◆ Data shown
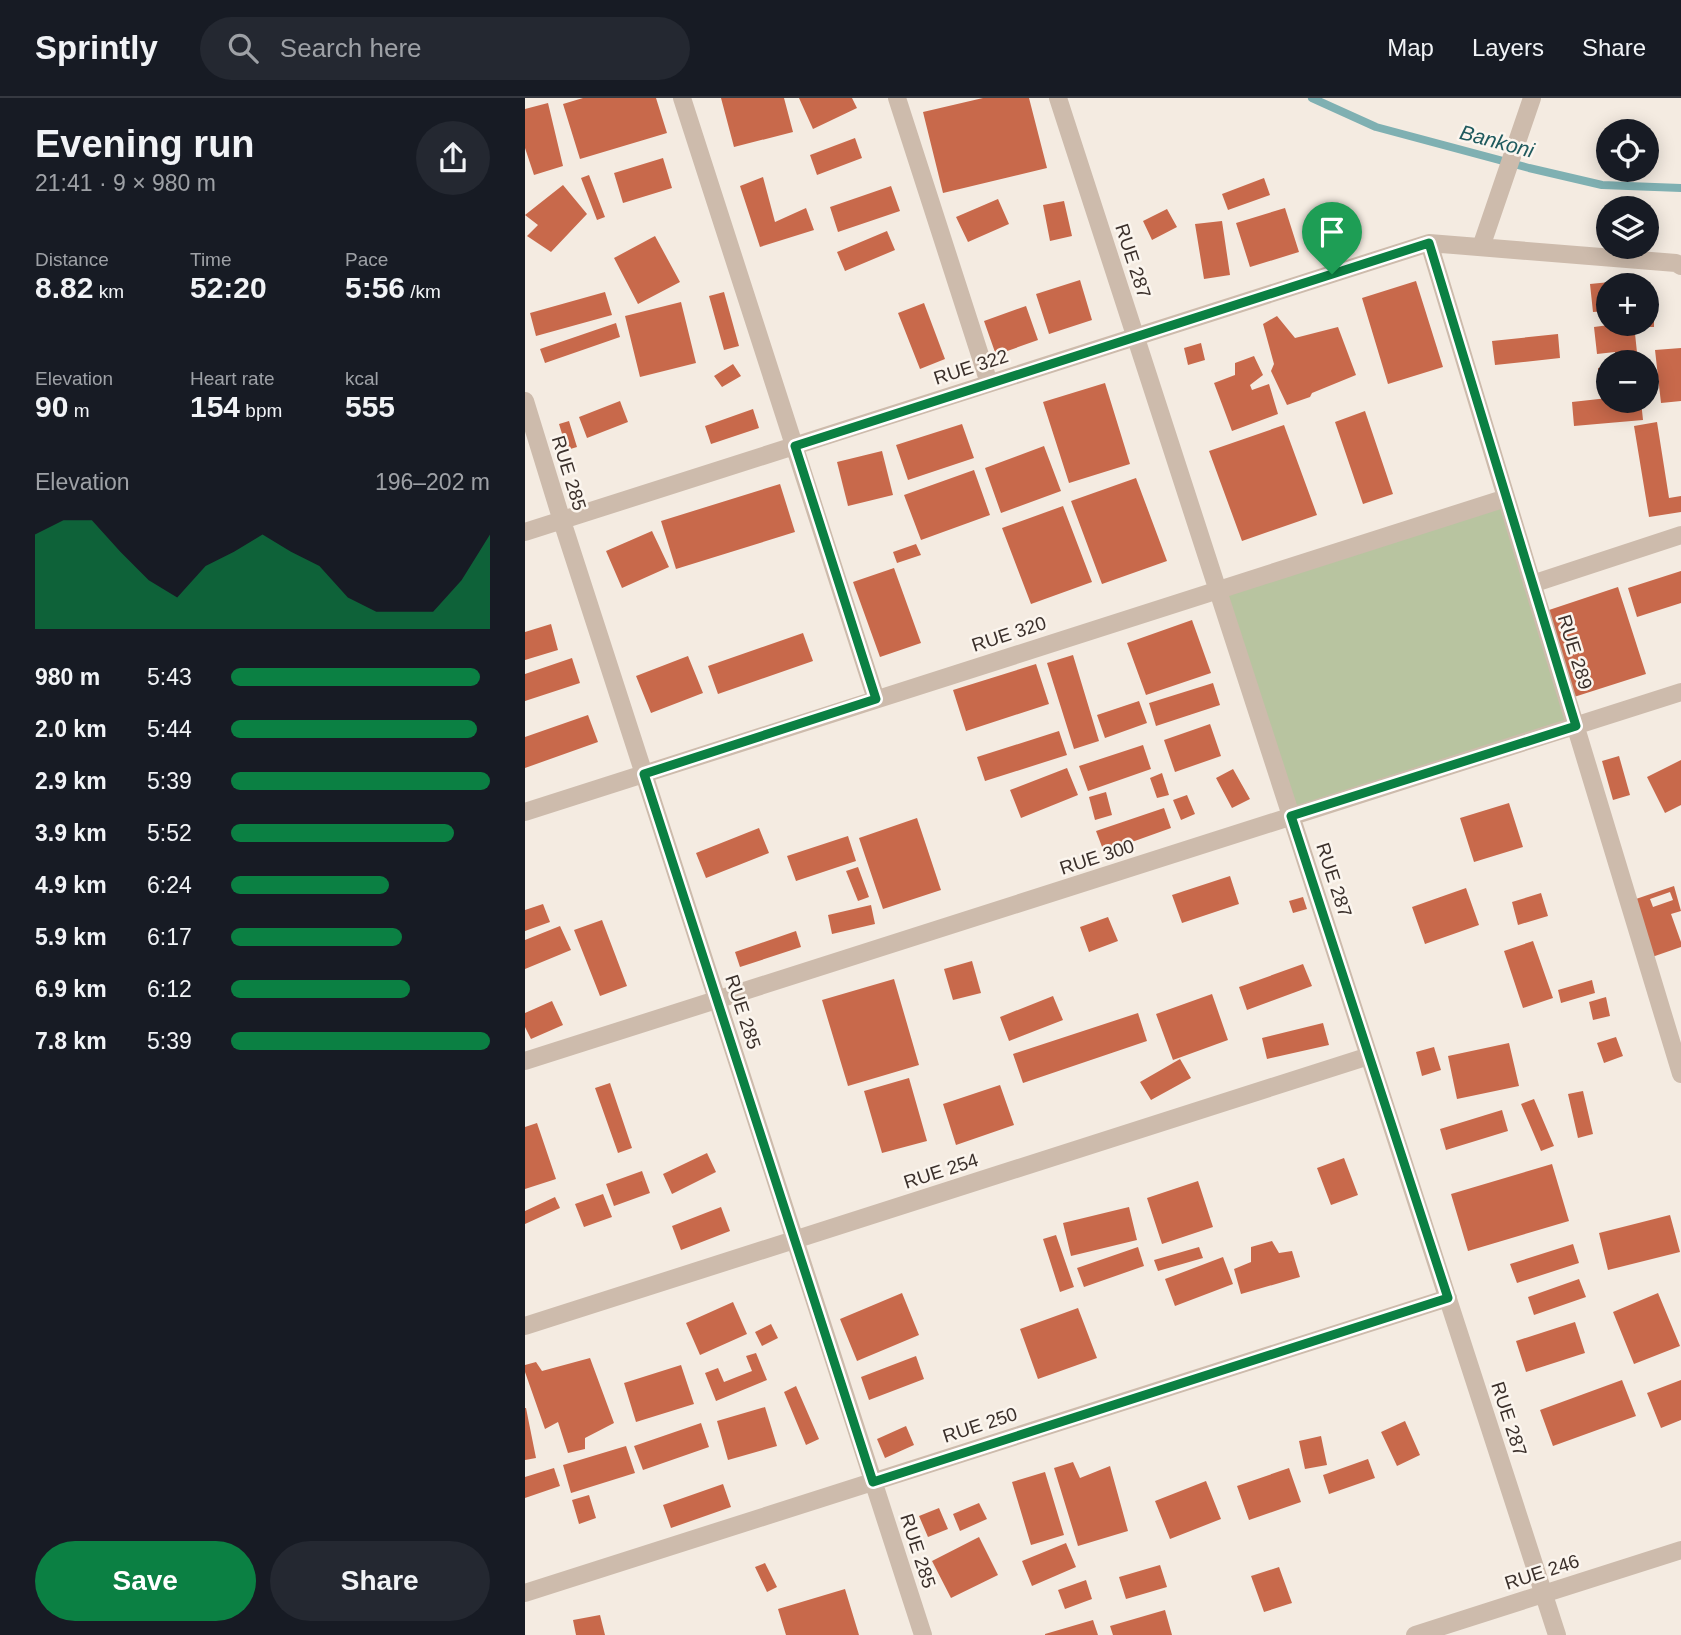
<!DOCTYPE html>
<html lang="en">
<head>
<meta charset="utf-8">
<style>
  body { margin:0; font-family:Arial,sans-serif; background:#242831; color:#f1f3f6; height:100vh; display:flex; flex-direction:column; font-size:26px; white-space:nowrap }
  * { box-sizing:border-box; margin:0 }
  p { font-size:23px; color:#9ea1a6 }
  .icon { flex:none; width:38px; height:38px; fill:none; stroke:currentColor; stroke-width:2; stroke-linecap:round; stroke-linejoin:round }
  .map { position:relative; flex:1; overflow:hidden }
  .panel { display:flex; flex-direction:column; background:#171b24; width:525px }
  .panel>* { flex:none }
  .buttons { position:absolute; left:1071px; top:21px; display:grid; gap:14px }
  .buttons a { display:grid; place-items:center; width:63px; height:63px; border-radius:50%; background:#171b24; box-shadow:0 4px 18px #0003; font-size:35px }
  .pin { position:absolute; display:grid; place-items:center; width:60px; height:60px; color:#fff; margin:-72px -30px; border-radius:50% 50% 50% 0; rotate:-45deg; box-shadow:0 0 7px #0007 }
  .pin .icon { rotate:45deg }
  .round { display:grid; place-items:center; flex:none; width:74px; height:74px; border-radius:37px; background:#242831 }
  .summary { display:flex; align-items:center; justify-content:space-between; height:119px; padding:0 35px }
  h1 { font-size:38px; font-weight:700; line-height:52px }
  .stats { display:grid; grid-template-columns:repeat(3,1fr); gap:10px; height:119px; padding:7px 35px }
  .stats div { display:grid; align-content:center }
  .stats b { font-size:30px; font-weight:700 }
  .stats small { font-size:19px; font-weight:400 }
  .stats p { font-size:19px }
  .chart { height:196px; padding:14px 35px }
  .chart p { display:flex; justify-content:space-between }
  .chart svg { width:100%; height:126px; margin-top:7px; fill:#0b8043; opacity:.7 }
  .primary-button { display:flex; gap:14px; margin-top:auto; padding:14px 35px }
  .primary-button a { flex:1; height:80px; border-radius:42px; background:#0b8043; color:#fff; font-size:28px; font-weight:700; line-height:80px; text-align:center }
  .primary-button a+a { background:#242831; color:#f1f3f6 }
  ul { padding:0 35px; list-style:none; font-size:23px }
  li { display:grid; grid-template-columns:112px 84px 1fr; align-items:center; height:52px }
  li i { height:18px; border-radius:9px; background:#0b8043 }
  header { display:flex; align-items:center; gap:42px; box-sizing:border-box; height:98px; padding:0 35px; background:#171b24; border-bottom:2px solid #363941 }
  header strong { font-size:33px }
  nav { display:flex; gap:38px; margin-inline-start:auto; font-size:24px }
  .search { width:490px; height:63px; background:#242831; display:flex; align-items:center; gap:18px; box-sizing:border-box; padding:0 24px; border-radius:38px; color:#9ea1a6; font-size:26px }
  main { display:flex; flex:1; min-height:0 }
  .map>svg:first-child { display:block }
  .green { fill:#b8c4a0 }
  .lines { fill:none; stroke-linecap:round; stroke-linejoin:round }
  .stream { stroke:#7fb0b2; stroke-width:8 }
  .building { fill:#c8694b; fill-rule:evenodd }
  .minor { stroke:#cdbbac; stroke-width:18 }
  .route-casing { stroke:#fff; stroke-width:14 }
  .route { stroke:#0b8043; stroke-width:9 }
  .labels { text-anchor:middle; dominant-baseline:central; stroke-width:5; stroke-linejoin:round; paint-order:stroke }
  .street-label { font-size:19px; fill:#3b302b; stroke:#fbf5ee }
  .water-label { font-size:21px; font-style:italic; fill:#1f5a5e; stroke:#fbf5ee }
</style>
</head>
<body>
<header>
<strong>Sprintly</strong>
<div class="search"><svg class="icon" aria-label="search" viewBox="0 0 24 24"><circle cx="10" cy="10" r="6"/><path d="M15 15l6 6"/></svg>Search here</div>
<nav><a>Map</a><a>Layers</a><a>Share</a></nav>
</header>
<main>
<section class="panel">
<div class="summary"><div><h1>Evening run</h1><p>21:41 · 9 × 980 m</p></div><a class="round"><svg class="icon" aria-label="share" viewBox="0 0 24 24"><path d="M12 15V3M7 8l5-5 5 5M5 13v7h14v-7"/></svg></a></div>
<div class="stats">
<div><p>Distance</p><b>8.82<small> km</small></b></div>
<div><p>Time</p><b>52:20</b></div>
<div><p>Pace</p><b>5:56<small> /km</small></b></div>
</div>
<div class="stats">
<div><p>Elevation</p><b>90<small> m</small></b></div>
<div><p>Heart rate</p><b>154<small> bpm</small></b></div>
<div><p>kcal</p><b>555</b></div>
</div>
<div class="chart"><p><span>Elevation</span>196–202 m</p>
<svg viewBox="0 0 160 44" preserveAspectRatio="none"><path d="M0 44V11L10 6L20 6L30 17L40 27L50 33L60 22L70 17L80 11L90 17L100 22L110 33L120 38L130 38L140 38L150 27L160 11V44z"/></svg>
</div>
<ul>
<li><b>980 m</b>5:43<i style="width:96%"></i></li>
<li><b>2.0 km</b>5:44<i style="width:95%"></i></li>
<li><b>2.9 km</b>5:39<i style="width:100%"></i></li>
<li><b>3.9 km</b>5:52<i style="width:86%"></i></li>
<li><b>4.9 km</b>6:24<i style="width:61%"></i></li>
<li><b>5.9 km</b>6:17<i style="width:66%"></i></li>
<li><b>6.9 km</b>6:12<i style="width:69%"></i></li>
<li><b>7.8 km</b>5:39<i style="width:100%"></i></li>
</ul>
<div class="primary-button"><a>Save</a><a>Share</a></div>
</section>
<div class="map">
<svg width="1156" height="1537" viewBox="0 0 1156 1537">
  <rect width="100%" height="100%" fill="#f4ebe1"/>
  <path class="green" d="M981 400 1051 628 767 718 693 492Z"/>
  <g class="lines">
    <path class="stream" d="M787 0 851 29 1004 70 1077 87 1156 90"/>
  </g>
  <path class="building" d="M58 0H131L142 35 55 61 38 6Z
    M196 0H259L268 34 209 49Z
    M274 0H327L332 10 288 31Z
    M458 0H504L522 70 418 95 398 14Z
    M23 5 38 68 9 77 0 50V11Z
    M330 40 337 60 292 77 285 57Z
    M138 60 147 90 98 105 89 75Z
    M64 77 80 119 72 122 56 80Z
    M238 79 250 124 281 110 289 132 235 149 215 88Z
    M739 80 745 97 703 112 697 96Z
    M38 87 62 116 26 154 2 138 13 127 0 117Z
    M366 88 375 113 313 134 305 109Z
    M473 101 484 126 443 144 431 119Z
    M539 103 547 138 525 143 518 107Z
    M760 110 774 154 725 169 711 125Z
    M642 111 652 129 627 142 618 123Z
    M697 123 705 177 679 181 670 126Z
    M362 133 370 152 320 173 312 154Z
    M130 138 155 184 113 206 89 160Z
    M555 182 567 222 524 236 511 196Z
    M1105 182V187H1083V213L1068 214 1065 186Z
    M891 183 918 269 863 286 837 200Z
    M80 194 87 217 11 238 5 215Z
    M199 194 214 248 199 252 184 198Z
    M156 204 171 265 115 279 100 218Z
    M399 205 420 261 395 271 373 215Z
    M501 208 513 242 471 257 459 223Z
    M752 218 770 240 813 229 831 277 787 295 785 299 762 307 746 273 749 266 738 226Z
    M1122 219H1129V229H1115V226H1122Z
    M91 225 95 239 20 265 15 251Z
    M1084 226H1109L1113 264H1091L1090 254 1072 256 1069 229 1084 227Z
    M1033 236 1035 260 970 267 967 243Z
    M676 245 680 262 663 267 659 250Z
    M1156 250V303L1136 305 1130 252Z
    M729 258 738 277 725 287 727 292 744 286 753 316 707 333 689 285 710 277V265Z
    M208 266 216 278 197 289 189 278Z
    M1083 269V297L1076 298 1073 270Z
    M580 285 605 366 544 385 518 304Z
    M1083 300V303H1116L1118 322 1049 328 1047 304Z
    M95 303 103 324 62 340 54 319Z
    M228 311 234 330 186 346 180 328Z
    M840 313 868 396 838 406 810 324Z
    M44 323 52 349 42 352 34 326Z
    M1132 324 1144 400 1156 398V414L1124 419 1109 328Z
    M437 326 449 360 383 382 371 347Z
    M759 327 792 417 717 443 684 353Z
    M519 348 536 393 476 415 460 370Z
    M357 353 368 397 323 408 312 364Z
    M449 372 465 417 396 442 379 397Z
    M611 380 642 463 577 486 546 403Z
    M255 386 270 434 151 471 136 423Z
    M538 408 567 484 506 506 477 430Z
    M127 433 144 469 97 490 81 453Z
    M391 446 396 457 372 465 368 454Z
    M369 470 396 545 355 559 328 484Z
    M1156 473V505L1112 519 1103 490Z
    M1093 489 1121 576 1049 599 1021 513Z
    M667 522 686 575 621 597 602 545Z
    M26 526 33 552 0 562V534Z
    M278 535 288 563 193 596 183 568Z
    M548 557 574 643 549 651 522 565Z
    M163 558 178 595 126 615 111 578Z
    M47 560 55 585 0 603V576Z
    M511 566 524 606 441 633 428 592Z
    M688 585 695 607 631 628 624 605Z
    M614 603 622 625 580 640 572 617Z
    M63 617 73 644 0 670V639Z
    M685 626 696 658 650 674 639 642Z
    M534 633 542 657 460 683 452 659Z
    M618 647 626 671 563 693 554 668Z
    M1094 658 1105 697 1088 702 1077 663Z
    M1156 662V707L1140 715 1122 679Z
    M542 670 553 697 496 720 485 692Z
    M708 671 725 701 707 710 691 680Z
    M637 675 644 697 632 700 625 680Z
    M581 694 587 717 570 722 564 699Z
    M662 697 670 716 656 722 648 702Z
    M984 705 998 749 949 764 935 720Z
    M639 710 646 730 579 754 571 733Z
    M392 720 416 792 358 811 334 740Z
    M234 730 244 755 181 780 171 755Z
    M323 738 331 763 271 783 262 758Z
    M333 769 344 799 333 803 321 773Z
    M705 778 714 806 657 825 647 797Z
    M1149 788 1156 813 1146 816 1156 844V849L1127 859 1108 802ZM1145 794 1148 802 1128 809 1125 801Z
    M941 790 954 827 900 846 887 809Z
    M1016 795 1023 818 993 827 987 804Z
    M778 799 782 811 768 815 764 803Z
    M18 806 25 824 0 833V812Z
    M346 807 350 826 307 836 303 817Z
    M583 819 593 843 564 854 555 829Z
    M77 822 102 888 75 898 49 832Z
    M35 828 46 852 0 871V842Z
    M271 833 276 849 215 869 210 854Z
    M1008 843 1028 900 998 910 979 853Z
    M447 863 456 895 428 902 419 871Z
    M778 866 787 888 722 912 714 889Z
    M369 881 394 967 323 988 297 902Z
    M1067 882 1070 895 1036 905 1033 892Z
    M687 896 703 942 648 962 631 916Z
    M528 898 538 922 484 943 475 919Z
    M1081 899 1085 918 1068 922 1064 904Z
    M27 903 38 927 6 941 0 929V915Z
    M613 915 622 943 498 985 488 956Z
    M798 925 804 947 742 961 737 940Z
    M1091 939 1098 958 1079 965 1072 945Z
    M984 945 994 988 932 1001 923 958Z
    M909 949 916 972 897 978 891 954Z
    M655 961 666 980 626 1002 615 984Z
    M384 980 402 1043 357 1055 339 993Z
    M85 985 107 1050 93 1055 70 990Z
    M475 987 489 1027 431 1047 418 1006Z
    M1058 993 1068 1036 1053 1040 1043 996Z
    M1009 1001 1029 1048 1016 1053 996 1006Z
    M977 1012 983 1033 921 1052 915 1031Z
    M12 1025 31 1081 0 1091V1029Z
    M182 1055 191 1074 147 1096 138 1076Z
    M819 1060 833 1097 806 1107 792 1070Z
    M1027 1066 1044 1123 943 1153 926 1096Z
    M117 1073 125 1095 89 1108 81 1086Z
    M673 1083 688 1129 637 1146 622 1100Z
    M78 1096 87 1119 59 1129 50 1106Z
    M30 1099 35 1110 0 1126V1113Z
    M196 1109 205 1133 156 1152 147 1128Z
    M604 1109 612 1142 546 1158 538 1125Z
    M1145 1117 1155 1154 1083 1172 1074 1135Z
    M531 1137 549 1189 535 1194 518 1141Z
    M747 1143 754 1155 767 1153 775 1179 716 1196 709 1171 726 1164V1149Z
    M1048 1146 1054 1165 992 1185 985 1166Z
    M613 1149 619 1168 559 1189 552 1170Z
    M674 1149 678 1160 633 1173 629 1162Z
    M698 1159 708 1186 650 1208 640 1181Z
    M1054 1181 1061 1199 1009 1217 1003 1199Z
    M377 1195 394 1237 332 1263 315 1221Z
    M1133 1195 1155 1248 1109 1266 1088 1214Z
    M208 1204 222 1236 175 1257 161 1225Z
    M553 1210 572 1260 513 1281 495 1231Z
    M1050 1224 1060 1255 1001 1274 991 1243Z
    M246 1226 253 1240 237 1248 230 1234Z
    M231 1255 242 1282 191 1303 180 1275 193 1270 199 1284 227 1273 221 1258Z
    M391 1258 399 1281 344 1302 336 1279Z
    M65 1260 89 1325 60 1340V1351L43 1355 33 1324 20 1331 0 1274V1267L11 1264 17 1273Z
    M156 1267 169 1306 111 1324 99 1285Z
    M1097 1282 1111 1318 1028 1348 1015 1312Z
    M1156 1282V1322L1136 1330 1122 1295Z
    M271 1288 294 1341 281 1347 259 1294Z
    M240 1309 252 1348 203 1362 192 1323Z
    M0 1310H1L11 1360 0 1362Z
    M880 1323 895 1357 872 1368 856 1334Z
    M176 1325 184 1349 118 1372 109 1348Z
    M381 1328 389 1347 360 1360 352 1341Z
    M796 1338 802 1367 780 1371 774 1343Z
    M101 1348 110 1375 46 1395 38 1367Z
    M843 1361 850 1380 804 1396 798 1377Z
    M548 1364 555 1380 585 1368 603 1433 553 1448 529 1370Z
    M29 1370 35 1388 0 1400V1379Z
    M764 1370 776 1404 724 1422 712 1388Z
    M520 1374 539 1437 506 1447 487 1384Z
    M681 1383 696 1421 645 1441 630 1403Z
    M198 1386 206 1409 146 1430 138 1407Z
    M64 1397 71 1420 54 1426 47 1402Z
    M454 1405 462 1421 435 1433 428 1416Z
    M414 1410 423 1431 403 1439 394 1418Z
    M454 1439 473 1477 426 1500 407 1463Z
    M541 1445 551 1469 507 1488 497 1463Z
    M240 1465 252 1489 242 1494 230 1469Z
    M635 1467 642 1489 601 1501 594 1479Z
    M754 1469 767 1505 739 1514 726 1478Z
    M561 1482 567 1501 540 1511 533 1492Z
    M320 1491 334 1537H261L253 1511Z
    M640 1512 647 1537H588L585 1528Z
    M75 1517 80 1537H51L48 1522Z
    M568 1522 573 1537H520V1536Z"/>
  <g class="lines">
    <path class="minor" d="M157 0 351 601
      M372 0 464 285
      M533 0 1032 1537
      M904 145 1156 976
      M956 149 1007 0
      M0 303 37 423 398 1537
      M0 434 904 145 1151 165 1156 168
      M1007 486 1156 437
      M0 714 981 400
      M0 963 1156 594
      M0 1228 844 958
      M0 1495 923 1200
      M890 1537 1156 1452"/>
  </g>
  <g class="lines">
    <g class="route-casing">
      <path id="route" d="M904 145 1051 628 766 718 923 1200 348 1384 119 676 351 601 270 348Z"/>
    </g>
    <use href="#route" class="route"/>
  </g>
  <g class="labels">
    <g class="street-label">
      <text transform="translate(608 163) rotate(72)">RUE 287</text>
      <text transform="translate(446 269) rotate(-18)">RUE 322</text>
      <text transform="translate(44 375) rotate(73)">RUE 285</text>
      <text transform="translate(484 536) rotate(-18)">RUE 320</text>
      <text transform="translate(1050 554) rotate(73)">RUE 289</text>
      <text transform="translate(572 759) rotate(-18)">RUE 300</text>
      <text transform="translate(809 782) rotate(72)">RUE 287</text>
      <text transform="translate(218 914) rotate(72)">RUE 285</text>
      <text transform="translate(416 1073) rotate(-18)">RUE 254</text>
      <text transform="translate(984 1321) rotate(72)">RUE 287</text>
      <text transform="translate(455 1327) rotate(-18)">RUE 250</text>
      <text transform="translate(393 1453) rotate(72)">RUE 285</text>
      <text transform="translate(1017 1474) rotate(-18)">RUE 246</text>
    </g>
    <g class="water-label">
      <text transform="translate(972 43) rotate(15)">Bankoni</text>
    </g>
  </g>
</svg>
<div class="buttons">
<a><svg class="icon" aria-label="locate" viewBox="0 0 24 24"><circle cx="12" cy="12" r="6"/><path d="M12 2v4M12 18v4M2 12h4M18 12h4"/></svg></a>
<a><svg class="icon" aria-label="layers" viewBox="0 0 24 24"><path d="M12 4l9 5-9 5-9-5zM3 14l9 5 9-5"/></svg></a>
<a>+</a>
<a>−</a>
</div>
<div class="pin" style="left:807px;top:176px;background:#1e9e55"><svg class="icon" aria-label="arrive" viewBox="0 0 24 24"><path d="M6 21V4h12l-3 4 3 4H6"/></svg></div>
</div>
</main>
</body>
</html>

◆ Exercise description
Where the data above reaches the line holding "M346 807 350 826 307 836 303 817Z", begin printing, and stop after the line holding "M909 949 916 972 897 978 891 954Z". Each line must be reproduced exactly, with nothing else added.

◆ Your response
    M346 807 350 826 307 836 303 817Z
    M583 819 593 843 564 854 555 829Z
    M77 822 102 888 75 898 49 832Z
    M35 828 46 852 0 871V842Z
    M271 833 276 849 215 869 210 854Z
    M1008 843 1028 900 998 910 979 853Z
    M447 863 456 895 428 902 419 871Z
    M778 866 787 888 722 912 714 889Z
    M369 881 394 967 323 988 297 902Z
    M1067 882 1070 895 1036 905 1033 892Z
    M687 896 703 942 648 962 631 916Z
    M528 898 538 922 484 943 475 919Z
    M1081 899 1085 918 1068 922 1064 904Z
    M27 903 38 927 6 941 0 929V915Z
    M613 915 622 943 498 985 488 956Z
    M798 925 804 947 742 961 737 940Z
    M1091 939 1098 958 1079 965 1072 945Z
    M984 945 994 988 932 1001 923 958Z
    M909 949 916 972 897 978 891 954Z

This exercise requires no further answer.